Judul
di atas terkait dengan tulisan di Republika
tanggal 7 Nopember 2013. Tulisan itu menguraikan
tingkat pengangguran yang terjadi pada bulan Agustus 2013. Tingkat pengangguran terbuka (TPT) sebesar
6,25%. Jika dirinci menurut tingkat
pendidikan, TPT untuk lulusan SMK sebesar 11,19%, lulusan SMA sebesar 9,74%,
lulusan Diploma I/II/III sebesar 6,01% dan lulusan S1 sebesar 5,50%.
Pertanyaannya
mengapa TPT lulusan SMK lebih besar dibanding lulusan SMA? Bukankah pemerintah sedang memperbanyak SMK
dengan harapan dapat menghasilkan lulusan yang segera berkerja? Jika faktanya TPT lulusan SMK justru lebih
banyak yang menganggur dibanding lulusan SMA, kebijakan tersebut perlu dilihat
kembali?
Data
tersebut di atas tidak dapat serta merta diartikan bahwa lulusan SMK kalah
bersaing dengan lulusan SMA dalam mencari pekerjaan. Masih diperlukan penelusuran lebih lanjut
untuk sampai kepada simpulan yang valid. Namun tetap merupakan sinyal untuk melihat
kembali apakah kebijakan memperbanyak SMK memang relevan.
Sebenarnya
data tersebut mirip dengan hasil penelitian David Clark (1983) yang menyimpulkan bahwa tidak ada
perbedaan signifikan keterserapan lulusan SMA dan SMK di lapangan kerja. Gaji yang diterima juga tidak berbeda secara
signifikan. Oleh karena itu Clark
menyimpulkan investasi di SMA lebih baik dibanding SMK, karena biayanya lebih
murah namun hasilnya sama.
Hasil
penelitian Clark sempat merisaukan Depdikbud saat itu. Kerisauan bertambah kuat, ketika penelitian
Muljani Nurhadi (1988) untuk disertasi di State University of New York at
Albany juga menyimpulkan penghasilan
karyawan lulusan SMK lebih kecil dibanding kawannya yang lulusan SMA.
Bukankah
penelitian Clark dan Nurhadi sudah 30 tahun lalu? Apakah data saat ini masih seperti itu? Studi
Newhouse dan Suryadarma (2011) sedikit memberi gambaran. Perbedaan penghasilan lulusan SMK dibanding
lulusan SMA sangat kecil dan bahkan tidak signifikan. Tampaknya hasil
penelitian Clark, Nurhadi, Newhouse dan Suryadarma dan tulisan Republika
konsisten bahwa keterserapan maupun gaji lulusan SMK tidak berbeda dengan
lulusan SMA.
Apakah
fenomena tersebut juga terjadi di negara lain?

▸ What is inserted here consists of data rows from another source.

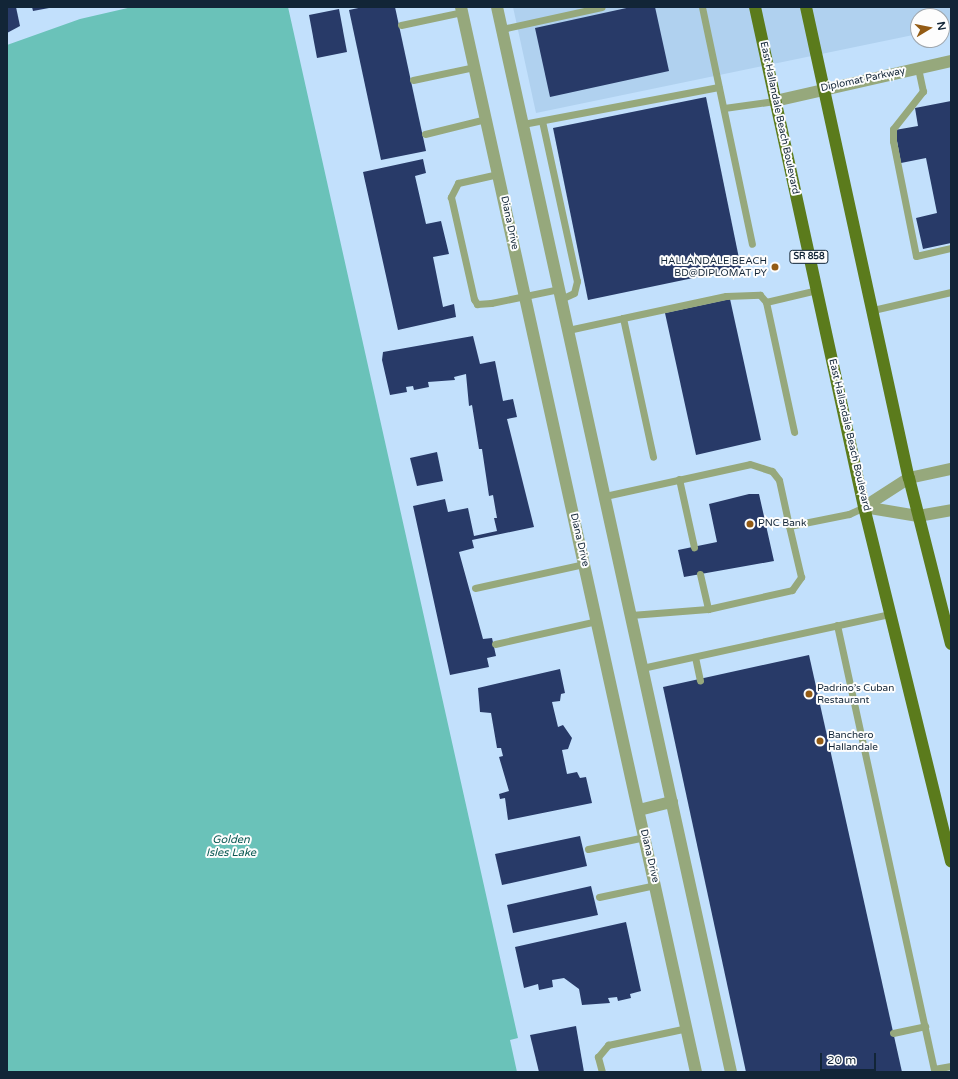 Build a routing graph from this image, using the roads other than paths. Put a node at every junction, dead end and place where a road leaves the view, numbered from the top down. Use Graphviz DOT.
graph roads {
  1 [pos="497,7"];
  2 [pos="602,7"];
  3 [pos="702,7"];
  4 [pos="754,7"];
  5 [pos="806,7"];
  6 [pos="462,10"];
  7 [pos="401,25"];
  8 [pos="502,29"];
  9 [pos="951,61"];
  10 [pos="474,67"];
  11 [pos="918,68"];
  12 [pos="413,80"];
  13 [pos="719,86"];
  14 [pos="824,88"];
  15 [pos="775,101"];
  16 [pos="724,108"];
  17 [pos="486,119"];
  18 [pos="542,121"];
  19 [pos="523,124"];
  20 [pos="425,134"];
  21 [pos="498,174"];
  22 [pos="752,244"];
  23 [pos="951,248"];
  24 [pos="817,290"];
  25 [pos="951,292"];
  26 [pos="560,294"];
  27 [pos="525,296"];
  28 [pos="766,302"];
  29 [pos="873,310"];
  30 [pos="623,318"];
  31 [pos="568,330"];
  32 [pos="794,432"];
  33 [pos="653,457"];
  34 [pos="951,469"];
  35 [pos="909,478"];
  36 [pos="679,479"];
  37 [pos="605,496"];
  38 [pos="864,507"];
  39 [pos="951,510"];
  40 [pos="918,516"];
  41 [pos="789,526"];
  42 [pos="694,546"];
  43 [pos="584,564"];
  44 [pos="700,574"];
  45 [pos="475,588"];
  46 [pos="708,609"];
  47 [pos="890,614"];
  48 [pos="631,615"];
  49 [pos="597,621"];
  50 [pos="837,625"];
  51 [pos="495,644"];
  52 [pos="951,644"];
  53 [pos="695,657"];
  54 [pos="642,668"];
  55 [pos="700,680"];
  56 [pos="672,802"];
  57 [pos="639,810"];
  58 [pos="645,836"];
  59 [pos="588,849"];
  60 [pos="951,860"];
  61 [pos="656,885"];
  62 [pos="599,897"];
  63 [pos="925,1026"];
  64 [pos="687,1028"];
  65 [pos="893,1033"];
  66 [pos="951,1066"];
  67 [pos="602,1072"];
  68 [pos="696,1072"];
  69 [pos="731,1072"];
  1 -- 8 [label="street"];
  2 -- 8 [label="lane"];
  3 -- 13 [label="lane"];
  4 -- 15 [label="main road, East Hallandale Beach Boulevard / SR 858"];
  5 -- 14 [label="main road"];
  6 -- 7 [label="lane"];
  6 -- 10 [label="street, Diana Drive"];
  8 -- 19 [label="street"];
  9 -- 11 [label="street, Diplomat Parkway"];
  10 -- 12 [label="lane"];
  10 -- 17 [label="street, Diana Drive"];
  11 -- 14 [label="street, Diplomat Parkway"];
  11 -- 23 [label="lane"];
  13 -- 16 [label="lane"];
  13 -- 18 [label="lane"];
  14 -- 15 [label="street, Diplomat Parkway"];
  14 -- 29 [label="main road"];
  15 -- 16 [label="lane"];
  15 -- 24 [label="main road, East Hallandale Beach Boulevard / SR 858"];
  16 -- 22 [label="lane"];
  17 -- 20 [label="lane"];
  17 -- 21 [label="street, Diana Drive"];
  18 -- 19 [label="lane"];
  18 -- 26 [label="lane"];
  19 -- 26 [label="street"];
  21 -- 27 [label="street, Diana Drive"];
  21 -- 27 [label="lane"];
  24 -- 28 [label="lane"];
  24 -- 38 [label="main road, East Hallandale Beach Boulevard / SR 858"];
  25 -- 29 [label="lane"];
  26 -- 27 [label="lane"];
  26 -- 31 [label="street"];
  27 -- 43 [label="street, Diana Drive"];
  28 -- 30 [label="lane"];
  28 -- 32 [label="lane"];
  29 -- 35 [label="main road"];
  30 -- 31 [label="lane"];
  30 -- 33 [label="lane"];
  31 -- 37 [label="street"];
  34 -- 35 [label="street"];
  35 -- 38 [label="street"];
  35 -- 40 [label="main road"];
  36 -- 37 [label="lane"];
  36 -- 41 [label="lane"];
  36 -- 42 [label="lane"];
  37 -- 48 [label="street"];
  38 -- 40 [label="street"];
  38 -- 41 [label="lane"];
  38 -- 47 [label="main road, East Hallandale Beach Boulevard / SR 858"];
  39 -- 40 [label="street"];
  40 -- 52 [label="main road"];
  41 -- 46 [label="lane"];
  43 -- 45 [label="lane"];
  43 -- 49 [label="street, Diana Drive"];
  44 -- 46 [label="lane"];
  46 -- 48 [label="lane"];
  47 -- 50 [label="lane"];
  47 -- 60 [label="main road, East Hallandale Beach Boulevard / SR 858"];
  48 -- 54 [label="street"];
  49 -- 51 [label="lane"];
  49 -- 57 [label="street, Diana Drive"];
  50 -- 53 [label="lane"];
  50 -- 63 [label="lane"];
  53 -- 54 [label="lane"];
  53 -- 55 [label="lane"];
  54 -- 56 [label="street"];
  56 -- 57 [label="street"];
  56 -- 69 [label="street"];
  57 -- 58 [label="street, Diana Drive"];
  58 -- 59 [label="lane"];
  58 -- 61 [label="street, Diana Drive"];
  61 -- 62 [label="lane"];
  61 -- 64 [label="street, Diana Drive"];
  63 -- 65 [label="lane"];
  63 -- 66 [label="lane"];
  64 -- 67 [label="lane"];
  64 -- 68 [label="street, Diana Drive"];
}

Ternyata tidak. Studi yang
dilakukan oleh Aysit Tansel (1999) di Turkey menyimpulkan bahwa tingkat
pengangguran lulusan SMK (vocational high
school) lebih rendah dibanding lulusan SMA (general high school). Gaji
lulusan SMK juga lebih besar dibanding dengan gaji lulusan SMA.
Kalau
demikian tentu ada faktor lain yang menyebabkan ketidaksamaan kondisi lulusan
SMK di Indonesia dan di Turkey. Dan itu ternyata
kualitas SMK. Untuk SMK yang berkualitas
bagus dan memiliki sarana praktek lengkap, lulusannya banyak terserap lapangan
kerja dan bahkan diijon sebelum lulus.
Studi Samani (1991) terhadap lulusan STM (SMK Bidang Teknologi) juga
menyimpulkan ada perbedaan signifikan keterserapan lulusan antara SMK bagus dan
SMK tidak bagus.
Itu
kan data tahun 22 tahun lalu. Apakah
sekarang masih cocok? Studi Newhouse dan
Suryadarma pada tahun 2011 menunjukkan bahwa simpulan studi Samani masih
relevan. Dan itu tampak sejalan dengan
tulisan di Republika tadi.
Bagaimana
penjelasannya? Lulusan SMK diharapkan
memiliki keterampilan yang tinggi. SMK
yang tidak memiliki fasilitas praktek, membuat lulusannya tidak terampil. Masyarakat sering menyebut dengan SMK Sastra. Lulusan seperti itu kalah dalam persaingan
masuk dunia kerja. Tes akademik kalah
dengan lulusan SMA, sementara tes keterampilan selalu gagal. Mereka juga sulit memilih pekerjaan di luar
jurusannya di SMK. Lengkaplah kemeranaan
lulusan SMK Sastra itu.
Perlajaran
apa yang dapat dipetik? Jika pemerintah
ingin memperbanyak jumlah SMK, harus dipastikan mempunyai fasilitas praktek
yang baik. Dengan begitu lulusannya akan
memiliki keterampilan tinggi sehingga mudah terserap di lapangan kerja. Harus dihindari membuka SMK Sastra, karena lulusannya akan sulit
mendapat pekerjaan dan akhirnya merana.
Daftar Pustaka
Clark,
David H. 1983. How Secondary School Graduates Perform in the Labir Market: A Study of
Indonesia. Washington: World Bank
Staff Working Paper # 615.
House,
David and Daniel Suryadarma. 2011. The
Value of Vocational Education: Hogh School Type and Labor Market Outcome in
Indonesia. Washington DC: Policy
Research Working Paper # 5035.
Nurhadi,
Muljani A. 1988. The Effects of Schooling
Factors on Personal Earning within the Context of the Internal Labor Market in
PT Petrokimia Gresik Indonesia. Thesis (PhD) University at Albany, State
University of New York.
Samani,
Muchlas. 1991. Keefektifan Pendidikan SMK Jurusan Mesin: Studi Pelacakan terhadap
Lulusan SMK di Surabaya. Disertasi Doktor
IKIP Jakarta, 1991.
2 komentar:
Terima kasih, izin minta buat referensi pengetahuan...di Kelas.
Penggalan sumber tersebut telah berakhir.